[Dovecot] Providing shared folders with multiple backend servers

Sun Jan 8 15:09:00 EET 2012

On 1/7/2012 7:55 PM, Sven Hartge wrote:
> Stan Hoeppner <stan at hardwarefreak.com> wrote:
> 
>> It's highly likely your problems can be solved without the drastic
>> architecture change, and new problems it will introduce, that you
>> describe below.
> 
> The main reason is I need to replace the hardware as its service
> contract ends this year and I am not able to extend it further.
> 
> The box so far is fine, there are normally no problems during normal
> operations with speed or responsiveness towards the end-user.
> 
> Sometimes, higher peak loads tend to strain the system a bit and this is
> starting to occur more often.
...
> First thought was to move this setup into our VMware cluster (yeah, I
> know, spare me the screams), since the hardware used there is way more
> powerfull than the hardware used now and I wouldn't have to buy new
> servers for my mail system (which is kind of painful to do in an
> universitary environment, especially in Germany, if you want to invest
> an amount of money above a certain amount).

What's wrong with moving it onto VMware?  This actually seems like a
smart move given your description of the node hardware.  It also gives
you much greater backup flexibility with VCB (or whatever they call it
today).  You can snapshot the LUN over the SAN during off peak hours to
a backup server and do the actual backup to the library at your leisure.
 Forgive me if the software names have changed as I've not used VMware
since ESX3 back in 07.

> But then I thought about the problems with VMs this size and got to the
> idea with the distributed setup, splitting the one server into 4 or 6
> backend servers.

Not sure what you mean by "VMs this size".  Do you mean memory
requirements or filesystem size?  If the nodes have enough RAM that's no
issue.  And surely you're not thinking of using a .vmdk for the mailbox
storage.  You'd use an RDM SAN LUN.  In fact you should be able to map
in the existing XFS storage LUN and use it as is.  Assuming it's not
going into retirement as well.

If an individual VMware node don't have sufficient RAM you could build a
VM based Dovecot cluster, run these two VMs on separate nodes, and thin
out the other VMs allowed to run on these nodes.  Since you can't
directly share XFS, build a tiny Debian NFS server VM and map the XFS
LUN to it, export the filesystem to the two Dovecot VMs.  You could
install the Dovecot director on this NFS server VM as well.  Converting
from maildir to mdbox should help eliminate the NFS locking problems.  I
would do the conversion before migrating to this VM setup with NFS.

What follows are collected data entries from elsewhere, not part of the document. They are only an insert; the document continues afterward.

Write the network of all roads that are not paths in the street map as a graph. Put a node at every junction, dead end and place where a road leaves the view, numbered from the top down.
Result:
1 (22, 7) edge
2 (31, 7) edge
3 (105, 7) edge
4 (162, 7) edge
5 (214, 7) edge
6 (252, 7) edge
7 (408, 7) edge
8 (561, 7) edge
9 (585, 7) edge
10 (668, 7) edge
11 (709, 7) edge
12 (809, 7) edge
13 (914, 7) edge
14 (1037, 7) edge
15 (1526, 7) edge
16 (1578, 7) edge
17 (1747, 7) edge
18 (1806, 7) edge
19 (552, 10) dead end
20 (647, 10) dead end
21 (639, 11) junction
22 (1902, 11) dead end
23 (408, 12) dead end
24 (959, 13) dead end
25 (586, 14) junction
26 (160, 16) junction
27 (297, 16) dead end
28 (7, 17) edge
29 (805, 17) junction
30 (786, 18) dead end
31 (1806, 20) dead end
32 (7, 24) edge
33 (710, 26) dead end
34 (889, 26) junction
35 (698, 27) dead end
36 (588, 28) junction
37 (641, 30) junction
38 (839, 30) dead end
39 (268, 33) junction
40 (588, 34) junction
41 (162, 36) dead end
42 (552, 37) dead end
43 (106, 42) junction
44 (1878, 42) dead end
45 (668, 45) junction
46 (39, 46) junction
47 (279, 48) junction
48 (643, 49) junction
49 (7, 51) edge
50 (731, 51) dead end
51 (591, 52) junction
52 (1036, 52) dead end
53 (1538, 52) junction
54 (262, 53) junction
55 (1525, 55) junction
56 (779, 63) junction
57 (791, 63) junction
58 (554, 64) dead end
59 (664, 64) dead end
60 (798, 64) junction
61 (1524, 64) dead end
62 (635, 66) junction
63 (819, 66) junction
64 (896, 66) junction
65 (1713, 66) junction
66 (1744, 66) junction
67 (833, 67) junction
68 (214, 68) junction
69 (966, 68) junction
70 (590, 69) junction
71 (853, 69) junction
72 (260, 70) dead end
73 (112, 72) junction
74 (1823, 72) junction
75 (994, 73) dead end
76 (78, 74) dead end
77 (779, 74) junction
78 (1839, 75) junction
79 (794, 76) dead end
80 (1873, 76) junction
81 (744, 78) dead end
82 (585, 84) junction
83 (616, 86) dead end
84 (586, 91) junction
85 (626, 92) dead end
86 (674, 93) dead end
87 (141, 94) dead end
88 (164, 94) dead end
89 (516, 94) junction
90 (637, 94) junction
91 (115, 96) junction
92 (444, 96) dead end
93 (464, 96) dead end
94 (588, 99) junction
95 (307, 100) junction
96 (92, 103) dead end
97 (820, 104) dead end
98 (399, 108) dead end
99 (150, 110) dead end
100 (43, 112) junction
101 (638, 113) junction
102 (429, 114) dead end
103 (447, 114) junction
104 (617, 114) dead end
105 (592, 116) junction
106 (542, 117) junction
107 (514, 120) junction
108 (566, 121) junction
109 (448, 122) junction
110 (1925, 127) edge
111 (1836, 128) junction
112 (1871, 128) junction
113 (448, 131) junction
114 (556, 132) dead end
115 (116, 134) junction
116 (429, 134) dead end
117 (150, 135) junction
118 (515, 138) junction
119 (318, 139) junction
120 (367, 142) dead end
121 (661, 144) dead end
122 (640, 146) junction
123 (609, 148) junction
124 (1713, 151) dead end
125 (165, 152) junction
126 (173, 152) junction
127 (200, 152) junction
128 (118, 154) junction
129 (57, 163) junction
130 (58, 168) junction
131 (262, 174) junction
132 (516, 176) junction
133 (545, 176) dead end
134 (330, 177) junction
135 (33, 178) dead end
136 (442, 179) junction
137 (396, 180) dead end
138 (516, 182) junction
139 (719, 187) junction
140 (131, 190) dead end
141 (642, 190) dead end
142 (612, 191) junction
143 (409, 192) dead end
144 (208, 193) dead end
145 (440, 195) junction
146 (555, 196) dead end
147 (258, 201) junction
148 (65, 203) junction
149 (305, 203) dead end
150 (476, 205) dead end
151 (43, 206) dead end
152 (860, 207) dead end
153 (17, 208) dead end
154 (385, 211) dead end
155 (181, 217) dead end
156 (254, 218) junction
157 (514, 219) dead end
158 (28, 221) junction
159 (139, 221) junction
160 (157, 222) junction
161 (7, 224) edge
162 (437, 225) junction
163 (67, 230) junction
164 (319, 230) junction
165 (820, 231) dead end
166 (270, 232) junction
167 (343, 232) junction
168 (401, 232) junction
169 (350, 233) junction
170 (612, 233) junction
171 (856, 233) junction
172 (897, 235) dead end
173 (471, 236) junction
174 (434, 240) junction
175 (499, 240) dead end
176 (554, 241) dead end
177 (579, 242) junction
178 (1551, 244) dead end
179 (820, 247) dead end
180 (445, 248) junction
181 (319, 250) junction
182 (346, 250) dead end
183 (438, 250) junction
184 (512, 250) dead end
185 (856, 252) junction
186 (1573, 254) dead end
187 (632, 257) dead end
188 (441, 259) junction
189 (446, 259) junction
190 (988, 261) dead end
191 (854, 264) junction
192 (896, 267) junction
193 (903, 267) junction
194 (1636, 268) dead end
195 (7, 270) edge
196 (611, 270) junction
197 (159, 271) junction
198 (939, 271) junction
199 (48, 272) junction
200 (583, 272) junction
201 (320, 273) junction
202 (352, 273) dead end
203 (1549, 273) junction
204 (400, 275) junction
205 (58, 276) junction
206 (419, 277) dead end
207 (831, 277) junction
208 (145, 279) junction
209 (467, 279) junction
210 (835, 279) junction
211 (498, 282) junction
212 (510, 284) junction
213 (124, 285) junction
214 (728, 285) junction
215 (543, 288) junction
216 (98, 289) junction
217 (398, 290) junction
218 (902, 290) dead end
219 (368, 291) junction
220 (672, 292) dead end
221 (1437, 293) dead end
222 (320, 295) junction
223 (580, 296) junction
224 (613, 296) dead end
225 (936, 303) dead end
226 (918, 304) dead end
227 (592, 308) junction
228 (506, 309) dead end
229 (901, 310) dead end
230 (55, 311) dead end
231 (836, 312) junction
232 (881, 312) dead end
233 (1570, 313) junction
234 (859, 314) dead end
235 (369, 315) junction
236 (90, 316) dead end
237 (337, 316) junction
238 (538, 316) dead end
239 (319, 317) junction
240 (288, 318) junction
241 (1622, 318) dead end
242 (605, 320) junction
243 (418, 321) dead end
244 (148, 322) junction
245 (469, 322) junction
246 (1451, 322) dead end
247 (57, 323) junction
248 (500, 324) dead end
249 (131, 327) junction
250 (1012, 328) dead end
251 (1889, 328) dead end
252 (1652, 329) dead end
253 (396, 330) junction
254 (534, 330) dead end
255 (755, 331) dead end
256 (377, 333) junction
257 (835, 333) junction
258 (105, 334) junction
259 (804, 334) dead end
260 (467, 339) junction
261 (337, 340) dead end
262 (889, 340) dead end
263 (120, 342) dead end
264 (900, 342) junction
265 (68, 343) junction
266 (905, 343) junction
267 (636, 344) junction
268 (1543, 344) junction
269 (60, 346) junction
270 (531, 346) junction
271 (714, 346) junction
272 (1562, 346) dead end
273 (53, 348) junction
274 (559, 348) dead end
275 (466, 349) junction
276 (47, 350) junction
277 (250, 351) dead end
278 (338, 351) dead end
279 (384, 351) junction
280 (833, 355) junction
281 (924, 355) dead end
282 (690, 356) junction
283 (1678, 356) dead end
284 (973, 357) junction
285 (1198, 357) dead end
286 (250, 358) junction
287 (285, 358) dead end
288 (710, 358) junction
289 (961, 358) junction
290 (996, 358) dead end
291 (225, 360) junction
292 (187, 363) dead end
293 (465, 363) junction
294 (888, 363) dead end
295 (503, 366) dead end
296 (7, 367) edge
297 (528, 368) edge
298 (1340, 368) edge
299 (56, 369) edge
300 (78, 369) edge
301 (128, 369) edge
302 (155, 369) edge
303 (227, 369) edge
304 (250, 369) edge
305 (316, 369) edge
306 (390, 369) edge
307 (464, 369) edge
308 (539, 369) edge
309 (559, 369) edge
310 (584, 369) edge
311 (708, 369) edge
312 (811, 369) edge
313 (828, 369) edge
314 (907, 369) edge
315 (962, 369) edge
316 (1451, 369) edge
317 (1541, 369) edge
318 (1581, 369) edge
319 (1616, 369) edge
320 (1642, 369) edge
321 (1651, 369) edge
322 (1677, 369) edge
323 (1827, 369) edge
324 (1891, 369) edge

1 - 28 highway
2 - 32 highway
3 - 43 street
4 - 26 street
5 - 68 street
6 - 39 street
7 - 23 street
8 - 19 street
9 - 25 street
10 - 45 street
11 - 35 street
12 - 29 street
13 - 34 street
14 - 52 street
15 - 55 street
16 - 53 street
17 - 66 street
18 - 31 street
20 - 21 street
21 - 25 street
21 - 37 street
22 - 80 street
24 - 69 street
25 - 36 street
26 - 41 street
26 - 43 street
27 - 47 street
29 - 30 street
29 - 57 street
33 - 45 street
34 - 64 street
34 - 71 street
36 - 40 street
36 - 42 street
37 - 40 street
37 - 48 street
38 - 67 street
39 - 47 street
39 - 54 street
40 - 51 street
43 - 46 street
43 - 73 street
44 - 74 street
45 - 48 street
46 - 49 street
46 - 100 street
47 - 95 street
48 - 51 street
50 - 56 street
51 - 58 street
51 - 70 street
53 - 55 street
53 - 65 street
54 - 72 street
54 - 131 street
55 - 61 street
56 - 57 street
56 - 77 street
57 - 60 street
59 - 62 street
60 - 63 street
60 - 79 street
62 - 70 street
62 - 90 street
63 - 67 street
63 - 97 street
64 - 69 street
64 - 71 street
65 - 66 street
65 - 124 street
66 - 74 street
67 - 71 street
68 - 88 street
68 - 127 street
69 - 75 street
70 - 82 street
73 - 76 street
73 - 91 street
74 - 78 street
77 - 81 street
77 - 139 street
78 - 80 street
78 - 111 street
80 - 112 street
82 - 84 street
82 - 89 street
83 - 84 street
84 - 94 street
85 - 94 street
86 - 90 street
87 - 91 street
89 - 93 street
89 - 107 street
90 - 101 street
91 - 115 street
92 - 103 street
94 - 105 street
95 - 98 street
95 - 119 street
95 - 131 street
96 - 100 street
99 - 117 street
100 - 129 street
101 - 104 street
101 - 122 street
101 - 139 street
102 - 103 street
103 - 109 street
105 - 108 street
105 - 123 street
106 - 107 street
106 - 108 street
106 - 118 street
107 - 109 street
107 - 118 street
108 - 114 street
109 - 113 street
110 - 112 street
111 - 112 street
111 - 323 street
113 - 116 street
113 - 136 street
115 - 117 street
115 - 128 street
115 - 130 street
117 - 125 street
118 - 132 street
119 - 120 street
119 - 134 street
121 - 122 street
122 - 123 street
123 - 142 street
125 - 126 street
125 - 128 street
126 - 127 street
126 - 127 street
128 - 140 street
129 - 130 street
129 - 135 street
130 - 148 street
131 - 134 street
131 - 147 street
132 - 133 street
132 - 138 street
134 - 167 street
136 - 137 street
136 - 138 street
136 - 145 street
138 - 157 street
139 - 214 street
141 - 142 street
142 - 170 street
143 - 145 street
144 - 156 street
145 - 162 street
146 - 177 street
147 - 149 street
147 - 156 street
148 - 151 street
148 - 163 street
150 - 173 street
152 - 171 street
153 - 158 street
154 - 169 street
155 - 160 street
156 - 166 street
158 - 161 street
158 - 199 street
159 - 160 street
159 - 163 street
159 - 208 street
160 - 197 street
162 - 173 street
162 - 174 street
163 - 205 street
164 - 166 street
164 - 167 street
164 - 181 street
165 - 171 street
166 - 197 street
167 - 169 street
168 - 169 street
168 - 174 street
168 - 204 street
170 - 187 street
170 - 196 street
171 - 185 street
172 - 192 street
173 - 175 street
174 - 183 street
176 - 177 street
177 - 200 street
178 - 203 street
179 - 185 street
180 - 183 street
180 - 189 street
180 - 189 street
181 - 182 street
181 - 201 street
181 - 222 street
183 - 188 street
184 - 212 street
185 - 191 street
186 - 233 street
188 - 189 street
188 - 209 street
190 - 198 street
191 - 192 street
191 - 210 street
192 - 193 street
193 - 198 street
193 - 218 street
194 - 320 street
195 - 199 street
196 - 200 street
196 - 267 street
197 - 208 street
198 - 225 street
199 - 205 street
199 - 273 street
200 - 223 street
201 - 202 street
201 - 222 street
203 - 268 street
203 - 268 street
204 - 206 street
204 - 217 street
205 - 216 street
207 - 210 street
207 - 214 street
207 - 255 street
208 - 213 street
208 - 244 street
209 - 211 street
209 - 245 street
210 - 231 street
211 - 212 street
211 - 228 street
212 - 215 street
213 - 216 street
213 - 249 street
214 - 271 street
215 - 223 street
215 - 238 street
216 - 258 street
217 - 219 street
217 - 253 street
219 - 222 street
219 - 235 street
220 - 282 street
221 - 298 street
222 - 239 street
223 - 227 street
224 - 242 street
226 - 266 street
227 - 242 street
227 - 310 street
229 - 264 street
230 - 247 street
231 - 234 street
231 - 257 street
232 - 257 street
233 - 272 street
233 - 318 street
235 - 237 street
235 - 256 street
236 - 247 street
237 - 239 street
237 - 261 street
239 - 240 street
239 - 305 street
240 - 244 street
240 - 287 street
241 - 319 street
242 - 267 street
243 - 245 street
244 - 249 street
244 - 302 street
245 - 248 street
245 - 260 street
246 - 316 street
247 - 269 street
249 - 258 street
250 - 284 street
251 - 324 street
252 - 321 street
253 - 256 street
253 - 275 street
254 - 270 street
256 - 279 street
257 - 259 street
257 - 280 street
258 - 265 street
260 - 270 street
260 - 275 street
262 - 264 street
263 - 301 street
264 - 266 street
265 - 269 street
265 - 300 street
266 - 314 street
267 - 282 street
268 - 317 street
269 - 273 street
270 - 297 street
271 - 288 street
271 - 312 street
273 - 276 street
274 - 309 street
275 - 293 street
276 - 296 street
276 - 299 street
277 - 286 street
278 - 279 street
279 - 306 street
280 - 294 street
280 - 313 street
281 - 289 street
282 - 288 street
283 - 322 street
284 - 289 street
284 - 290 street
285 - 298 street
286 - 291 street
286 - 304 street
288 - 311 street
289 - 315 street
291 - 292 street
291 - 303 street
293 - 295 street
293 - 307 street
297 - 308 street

Also, run the NFS server VM on the same physical node as one of the
Dovecot servers.  The NFS traffic will be a memory-memory copy instead
of going over the GbE wire, decreasing IO latency and increasing
performance for that Dovecot server.  If it's possible to have Dovecot
director or your fav load balancer weight more connections to one
Deovecot node, funnel 10-15% more connections to this one.  (I'm no
director guru, in fact haven't use it yet).

Assuming the CPUs in the VMware cluster nodes are clocked a decent
amount higher than 1.8GHz I wouldn't monkey with configuring virtual smp
for these two VMs, as they'll be IO bound not CPU bound.

> As I said: "idea". Other ideas making my life easier are more than
> welcome.

I hope my suggestions contribute to doing so. :)

>>> Ideas? Suggestions? Nudges in the right direction?
> 
>> Yes.  We need more real information.  Please provide:
> 
>> 1.  Mailbox count, total maildir file count and size
> 
> about 10,000 Maildir++ boxes
> 
> 900GB for 1300GB used, "df -i" says 11 million inodes used

Converting to mdbox will take a large burden off your storage, as you've
seen.  With ~1.3TB consumed of ~15TB you should have plenty of space to
convert to mdbox while avoiding filesystem fragmentation.  With maildir
you likely didn't see heavy fragmentation due to small file sizes.  With
mdbox, especially at 50MB, you'll likely start seeing more
fragmentation.  Use this to periodically check the fragmentation level:

$ xfs_db -c frag [device] -r
e.g.
$  xfs_db -c frag /dev/sda7 -r
actual 76109, ideal 75422, fragmentation factor 0.90%

I'd recommend running xfs_fsr when frag factor exceeds ~20-30%.  The XFS
developers recommend against running xfs_fsr too often as it can
actually increases free space fragmentation while it decreases file
fragmentation, especially on filesystems that are relatively full.
Having heavily fragmented free space is worse than having fragmented
files, as newly created files will automatically be fragged.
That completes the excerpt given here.